◆ **Record set**
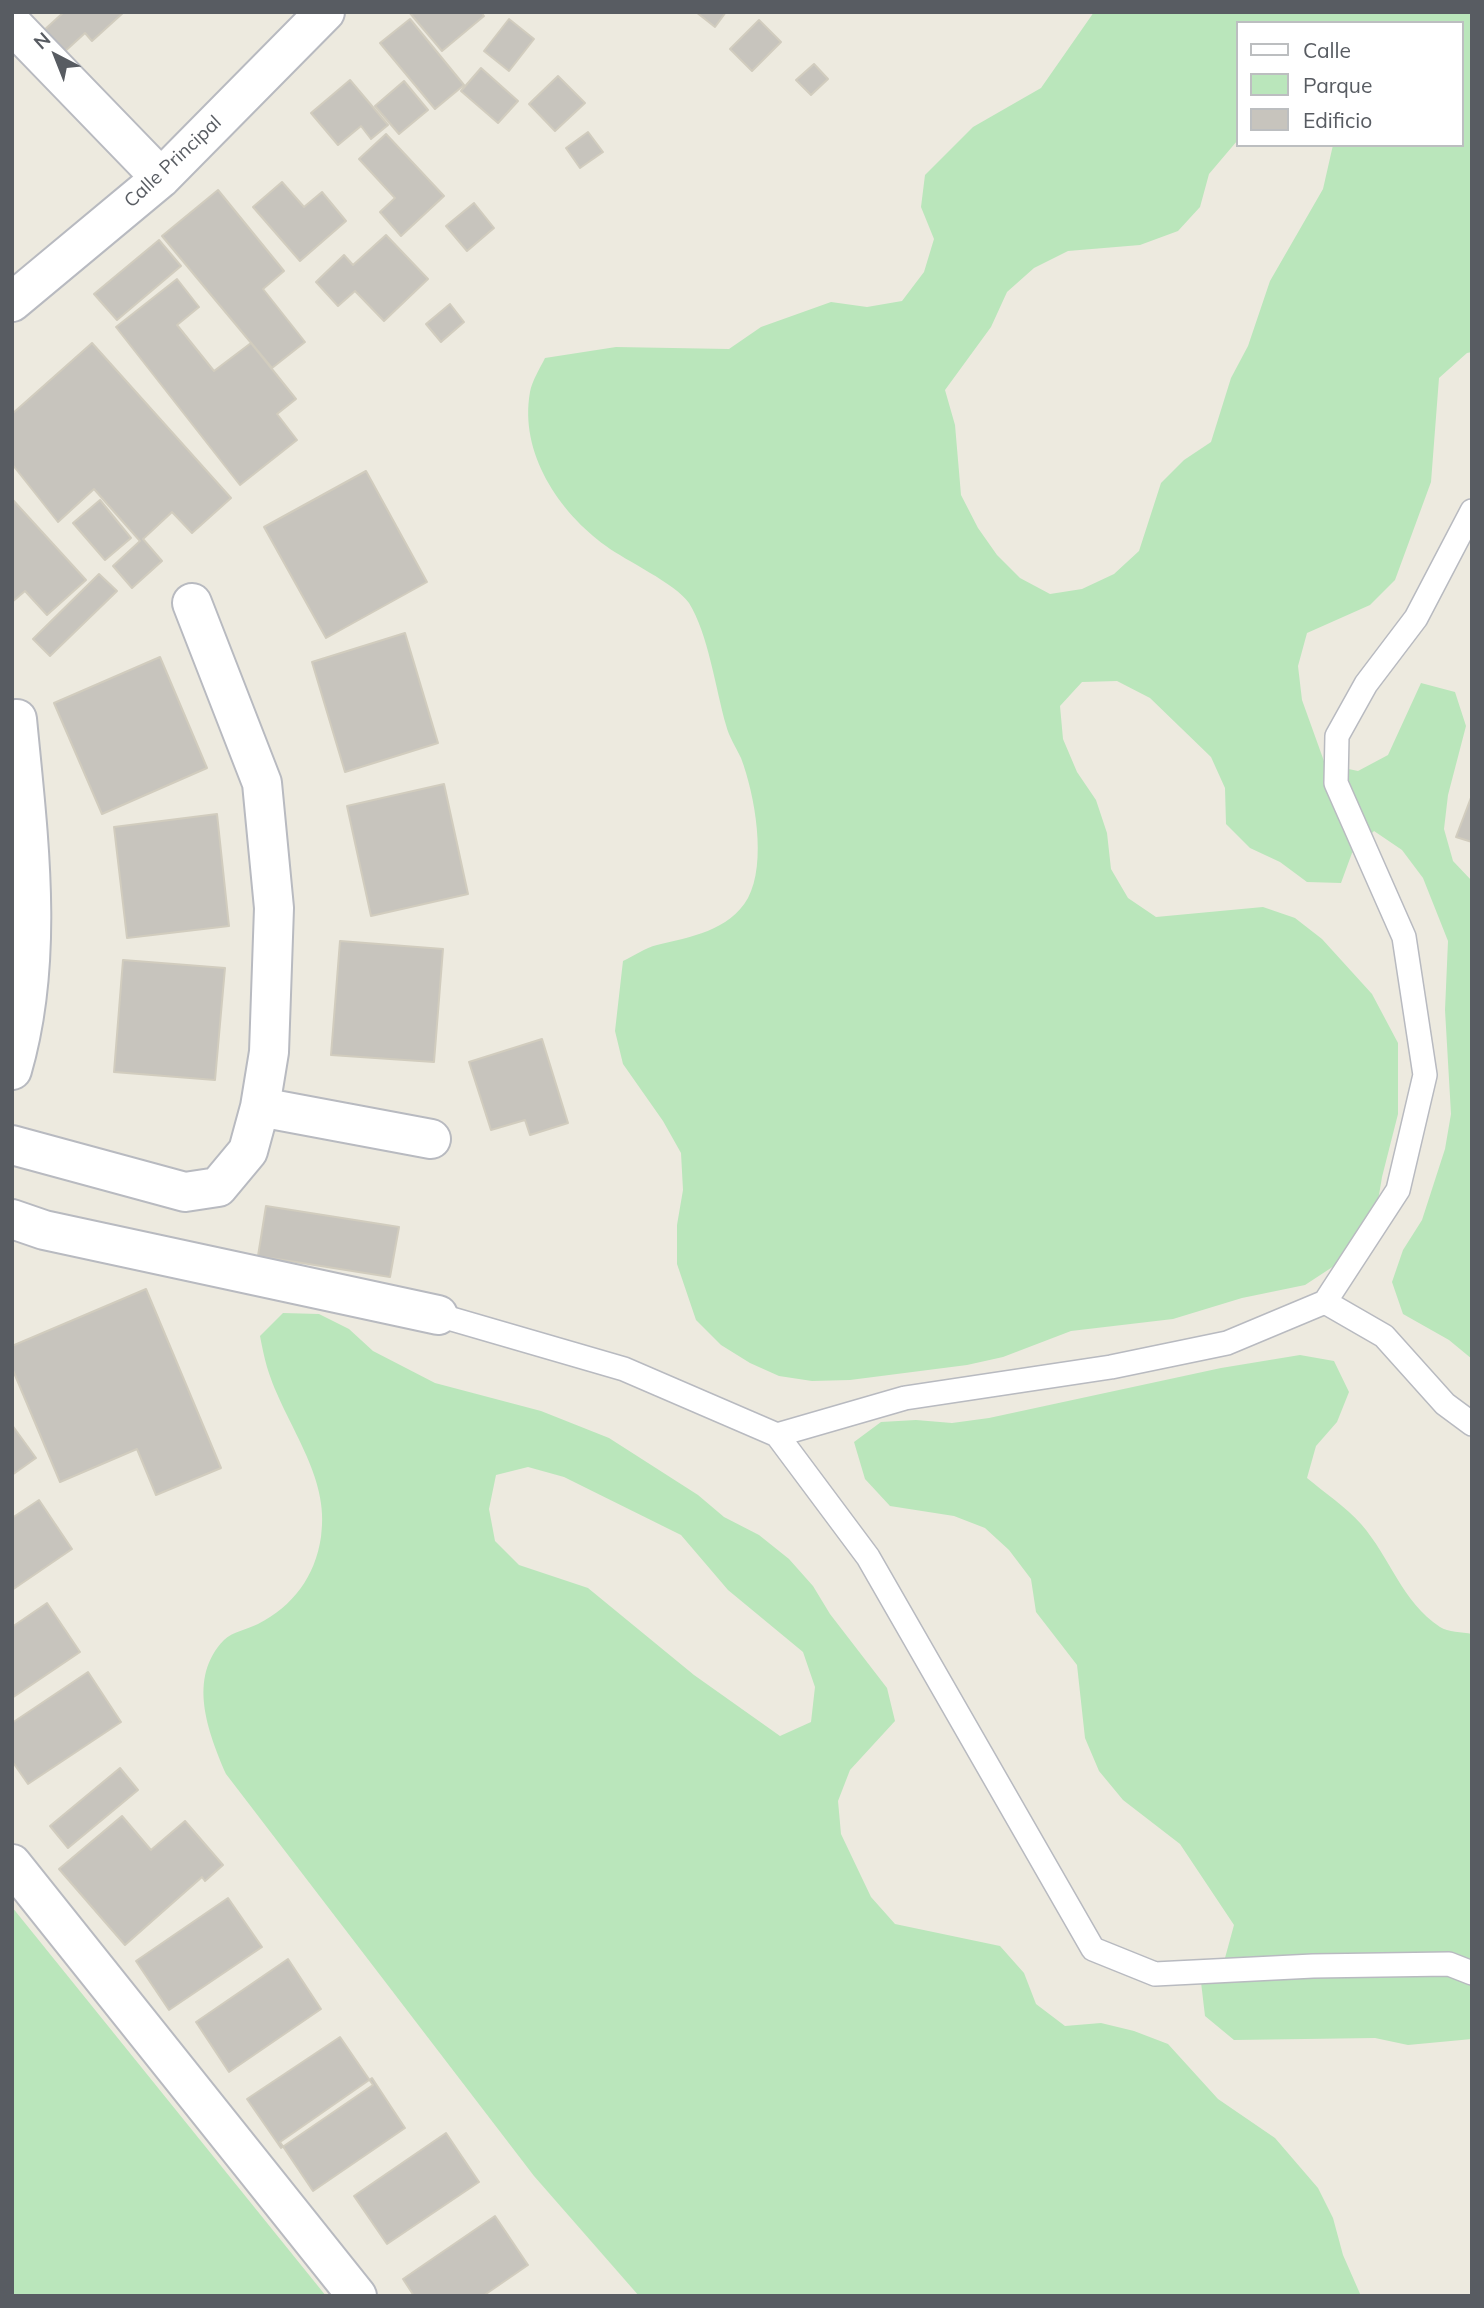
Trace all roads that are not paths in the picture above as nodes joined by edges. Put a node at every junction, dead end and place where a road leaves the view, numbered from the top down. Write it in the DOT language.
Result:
graph roads {
  1 [pos="325,12"];
  2 [pos="12,24"];
  3 [pos="161,178"];
  4 [pos="12,302"];
  5 [pos="1472,511"];
  6 [pos="192,603"];
  7 [pos="17,719"];
  8 [pos="12,1070"];
  9 [pos="260,1107"];
  10 [pos="431,1139"];
  11 [pos="12,1145"];
  12 [pos="12,1219"];
  13 [pos="1325,1302"];
  14 [pos="438,1315"];
  15 [pos="1472,1424"];
  16 [pos="777,1435"];
  17 [pos="12,1864"];
  18 [pos="1472,1973"];
  19 [pos="357,2296"];
  1 -- 3 [label="street, Calle Principal"];
  2 -- 3 [label="street"];
  3 -- 4 [label="street, Calle Principal"];
  5 -- 13 [label="lane"];
  6 -- 9 [label="street"];
  7 -- 8 [label="street"];
  9 -- 10 [label="street"];
  9 -- 11 [label="street"];
  12 -- 14 [label="street"];
  13 -- 15 [label="lane"];
  13 -- 16 [label="lane"];
  14 -- 16 [label="lane"];
  16 -- 18 [label="lane"];
  17 -- 19 [label="street"];
}
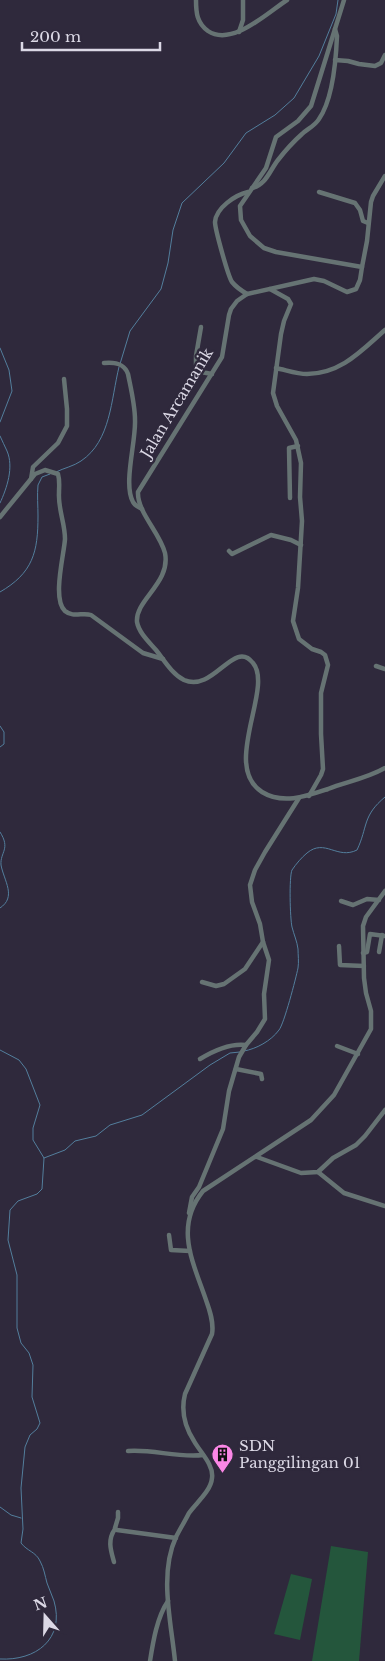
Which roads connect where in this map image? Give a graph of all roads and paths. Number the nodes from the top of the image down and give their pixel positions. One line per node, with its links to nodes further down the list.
1 (196, 0): 6 (street)
2 (243, 0): 6 (street)
3 (287, 0): 6 (street)
4 (344, 0): 5 (street)
5 (335, 29): 8 (street); 10 (street)
6 (239, 32)
7 (385, 55): 8 (street)
8 (335, 60): 10 (street)
9 (385, 176): 12 (street)
10 (250, 190): 13 (street); 15 (street)
11 (320, 192): 12 (street)
12 (368, 223): 13 (street)
13 (362, 267): 14 (street)
14 (270, 290): 15 (street); 19 (street)
15 (247, 294): 20 (street, Jalan Arcamanik)
16 (201, 327): 20 (street)
17 (385, 330): 19 (street)
18 (104, 363): 25 (street)
19 (276, 368): 22 (street)
20 (212, 374): 25 (street, Jalan Arcamanik)
21 (64, 379): 23 (street)
22 (298, 446): 24 (street); 27 (street)
23 (31, 479): 26 (street); 29 (street)
24 (290, 498)
25 (142, 509): 29 (street, Jalan Arcamanik)
26 (0, 517)
27 (300, 545): 28 (street); 33 (street)
28 (229, 551)
29 (163, 659): 34 (street, Jalan Arcamanik)
30 (376, 666): 31 (street)
31 (385, 669)
32 (385, 768): 33 (street, Jalan Arcamanik)
33 (309, 796): 34 (street, Jalan Arcamanik)
34 (299, 798): 39 (street)
35 (385, 891): 36 (street)
36 (379, 900): 37 (street); 42 (street)
37 (341, 901)
38 (384, 935): 41 (street); 42 (street)
39 (263, 942): 44 (street); 45 (street)
40 (339, 946): 43 (street)
41 (379, 952)
42 (364, 953): 43 (street)
43 (364, 966): 47 (street)
44 (202, 982)
45 (246, 1045): 48 (street); 49 (street)
46 (337, 1046): 47 (street)
47 (358, 1054): 52 (street)
48 (200, 1059)
49 (236, 1069): 50 (street); 55 (street)
50 (262, 1078)
51 (385, 1110): 53 (street)
52 (257, 1157): 53 (street); 55 (street)
53 (318, 1172): 54 (street)
54 (385, 1206)
55 (189, 1216): 57 (street)
56 (170, 1235): 57 (street)
57 (190, 1251): 59 (street)
58 (128, 1451): 59 (street)
59 (203, 1455): 62 (street)
60 (118, 1512): 61 (street)
61 (116, 1529): 62 (street); 63 (street)
62 (176, 1538): 64 (street)
63 (114, 1562)
64 (168, 1601): 65 (street); 66 (street)
65 (150, 1661)
66 (175, 1661)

◆ **Problem to work on**
In your copy of the listing above, every line must match exactly and no picture may appear.

◆ **Output of the exercise**
Trace all roads that are not paths in the picture above as nodes joined by edges. Put a node at every junction, dead end and place where a road leaves the view, numbered from the top down. Write it in the DOT language.
Result:
graph roads {
  1 [pos="325,12"];
  2 [pos="12,24"];
  3 [pos="161,178"];
  4 [pos="12,302"];
  5 [pos="1472,511"];
  6 [pos="192,603"];
  7 [pos="17,719"];
  8 [pos="12,1070"];
  9 [pos="260,1107"];
  10 [pos="431,1139"];
  11 [pos="12,1145"];
  12 [pos="12,1219"];
  13 [pos="1325,1302"];
  14 [pos="438,1315"];
  15 [pos="1472,1424"];
  16 [pos="777,1435"];
  17 [pos="12,1864"];
  18 [pos="1472,1973"];
  19 [pos="357,2296"];
  1 -- 3 [label="street, Calle Principal"];
  2 -- 3 [label="street"];
  3 -- 4 [label="street, Calle Principal"];
  5 -- 13 [label="lane"];
  6 -- 9 [label="street"];
  7 -- 8 [label="street"];
  9 -- 10 [label="street"];
  9 -- 11 [label="street"];
  12 -- 14 [label="street"];
  13 -- 15 [label="lane"];
  13 -- 16 [label="lane"];
  14 -- 16 [label="lane"];
  16 -- 18 [label="lane"];
  17 -- 19 [label="street"];
}
Which roads connect where in this map image? Give a graph of all roads and paths. Number the nodes from the top of the image down and give their pixel positions. One line per node, with its links to nodes further down the list.
1 (196, 0): 6 (street)
2 (243, 0): 6 (street)
3 (287, 0): 6 (street)
4 (344, 0): 5 (street)
5 (335, 29): 8 (street); 10 (street)
6 (239, 32)
7 (385, 55): 8 (street)
8 (335, 60): 10 (street)
9 (385, 176): 12 (street)
10 (250, 190): 13 (street); 15 (street)
11 (320, 192): 12 (street)
12 (368, 223): 13 (street)
13 (362, 267): 14 (street)
14 (270, 290): 15 (street); 19 (street)
15 (247, 294): 20 (street, Jalan Arcamanik)
16 (201, 327): 20 (street)
17 (385, 330): 19 (street)
18 (104, 363): 25 (street)
19 (276, 368): 22 (street)
20 (212, 374): 25 (street, Jalan Arcamanik)
21 (64, 379): 23 (street)
22 (298, 446): 24 (street); 27 (street)
23 (31, 479): 26 (street); 29 (street)
24 (290, 498)
25 (142, 509): 29 (street, Jalan Arcamanik)
26 (0, 517)
27 (300, 545): 28 (street); 33 (street)
28 (229, 551)
29 (163, 659): 34 (street, Jalan Arcamanik)
30 (376, 666): 31 (street)
31 (385, 669)
32 (385, 768): 33 (street, Jalan Arcamanik)
33 (309, 796): 34 (street, Jalan Arcamanik)
34 (299, 798): 39 (street)
35 (385, 891): 36 (street)
36 (379, 900): 37 (street); 42 (street)
37 (341, 901)
38 (384, 935): 41 (street); 42 (street)
39 (263, 942): 44 (street); 45 (street)
40 (339, 946): 43 (street)
41 (379, 952)
42 (364, 953): 43 (street)
43 (364, 966): 47 (street)
44 (202, 982)
45 (246, 1045): 48 (street); 49 (street)
46 (337, 1046): 47 (street)
47 (358, 1054): 52 (street)
48 (200, 1059)
49 (236, 1069): 50 (street); 55 (street)
50 (262, 1078)
51 (385, 1110): 53 (street)
52 (257, 1157): 53 (street); 55 (street)
53 (318, 1172): 54 (street)
54 (385, 1206)
55 (189, 1216): 57 (street)
56 (170, 1235): 57 (street)
57 (190, 1251): 59 (street)
58 (128, 1451): 59 (street)
59 (203, 1455): 62 (street)
60 (118, 1512): 61 (street)
61 (116, 1529): 62 (street); 63 (street)
62 (176, 1538): 64 (street)
63 (114, 1562)
64 (168, 1601): 65 (street); 66 (street)
65 (150, 1661)
66 (175, 1661)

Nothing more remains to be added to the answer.